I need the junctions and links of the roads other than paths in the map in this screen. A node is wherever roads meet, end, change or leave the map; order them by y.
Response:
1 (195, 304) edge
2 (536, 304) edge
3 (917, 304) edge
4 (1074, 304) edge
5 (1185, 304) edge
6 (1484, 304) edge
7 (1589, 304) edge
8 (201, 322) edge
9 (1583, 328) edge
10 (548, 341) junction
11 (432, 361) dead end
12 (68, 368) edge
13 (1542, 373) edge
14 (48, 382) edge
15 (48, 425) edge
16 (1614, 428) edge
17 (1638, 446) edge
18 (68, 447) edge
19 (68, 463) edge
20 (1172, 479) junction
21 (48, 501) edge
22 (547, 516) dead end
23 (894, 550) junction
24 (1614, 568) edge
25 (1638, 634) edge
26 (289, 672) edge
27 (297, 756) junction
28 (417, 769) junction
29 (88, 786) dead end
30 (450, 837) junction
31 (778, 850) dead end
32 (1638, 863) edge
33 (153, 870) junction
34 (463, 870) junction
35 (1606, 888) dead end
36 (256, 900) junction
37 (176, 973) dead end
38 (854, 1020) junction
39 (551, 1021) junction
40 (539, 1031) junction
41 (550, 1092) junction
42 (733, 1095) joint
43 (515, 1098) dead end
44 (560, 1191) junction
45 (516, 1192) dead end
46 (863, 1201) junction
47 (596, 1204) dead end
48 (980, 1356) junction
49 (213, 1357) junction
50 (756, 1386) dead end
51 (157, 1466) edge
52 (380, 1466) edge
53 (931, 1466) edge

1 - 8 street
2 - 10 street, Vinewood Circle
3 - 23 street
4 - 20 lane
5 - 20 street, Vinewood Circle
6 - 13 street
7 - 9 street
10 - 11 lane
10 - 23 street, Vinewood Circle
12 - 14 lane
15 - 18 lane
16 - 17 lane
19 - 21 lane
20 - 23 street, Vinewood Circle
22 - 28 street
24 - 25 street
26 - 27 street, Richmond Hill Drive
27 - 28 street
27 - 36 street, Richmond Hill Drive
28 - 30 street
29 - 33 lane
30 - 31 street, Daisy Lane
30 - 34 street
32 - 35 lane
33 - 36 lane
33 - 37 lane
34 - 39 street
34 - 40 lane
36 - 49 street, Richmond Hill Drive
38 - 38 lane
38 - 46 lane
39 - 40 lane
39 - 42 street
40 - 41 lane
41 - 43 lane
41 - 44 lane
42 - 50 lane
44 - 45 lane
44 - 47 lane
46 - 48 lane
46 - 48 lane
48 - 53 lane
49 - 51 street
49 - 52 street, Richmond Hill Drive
• • • • •
- **PROBLEM STATEMENT**: Repeat each of the entries exactly.

- **EXERCISE OUTPUT**:
I need the junctions and links of the roads other than paths in the map in this screen. A node is wherever roads meet, end, change or leave the map; order them by y.
Response:
1 (195, 304) edge
2 (536, 304) edge
3 (917, 304) edge
4 (1074, 304) edge
5 (1185, 304) edge
6 (1484, 304) edge
7 (1589, 304) edge
8 (201, 322) edge
9 (1583, 328) edge
10 (548, 341) junction
11 (432, 361) dead end
12 (68, 368) edge
13 (1542, 373) edge
14 (48, 382) edge
15 (48, 425) edge
16 (1614, 428) edge
17 (1638, 446) edge
18 (68, 447) edge
19 (68, 463) edge
20 (1172, 479) junction
21 (48, 501) edge
22 (547, 516) dead end
23 (894, 550) junction
24 (1614, 568) edge
25 (1638, 634) edge
26 (289, 672) edge
27 (297, 756) junction
28 (417, 769) junction
29 (88, 786) dead end
30 (450, 837) junction
31 (778, 850) dead end
32 (1638, 863) edge
33 (153, 870) junction
34 (463, 870) junction
35 (1606, 888) dead end
36 (256, 900) junction
37 (176, 973) dead end
38 (854, 1020) junction
39 (551, 1021) junction
40 (539, 1031) junction
41 (550, 1092) junction
42 (733, 1095) joint
43 (515, 1098) dead end
44 (560, 1191) junction
45 (516, 1192) dead end
46 (863, 1201) junction
47 (596, 1204) dead end
48 (980, 1356) junction
49 (213, 1357) junction
50 (756, 1386) dead end
51 (157, 1466) edge
52 (380, 1466) edge
53 (931, 1466) edge

1 - 8 street
2 - 10 street, Vinewood Circle
3 - 23 street
4 - 20 lane
5 - 20 street, Vinewood Circle
6 - 13 street
7 - 9 street
10 - 11 lane
10 - 23 street, Vinewood Circle
12 - 14 lane
15 - 18 lane
16 - 17 lane
19 - 21 lane
20 - 23 street, Vinewood Circle
22 - 28 street
24 - 25 street
26 - 27 street, Richmond Hill Drive
27 - 28 street
27 - 36 street, Richmond Hill Drive
28 - 30 street
29 - 33 lane
30 - 31 street, Daisy Lane
30 - 34 street
32 - 35 lane
33 - 36 lane
33 - 37 lane
34 - 39 street
34 - 40 lane
36 - 49 street, Richmond Hill Drive
38 - 38 lane
38 - 46 lane
39 - 40 lane
39 - 42 street
40 - 41 lane
41 - 43 lane
41 - 44 lane
42 - 50 lane
44 - 45 lane
44 - 47 lane
46 - 48 lane
46 - 48 lane
48 - 53 lane
49 - 51 street
49 - 52 street, Richmond Hill Drive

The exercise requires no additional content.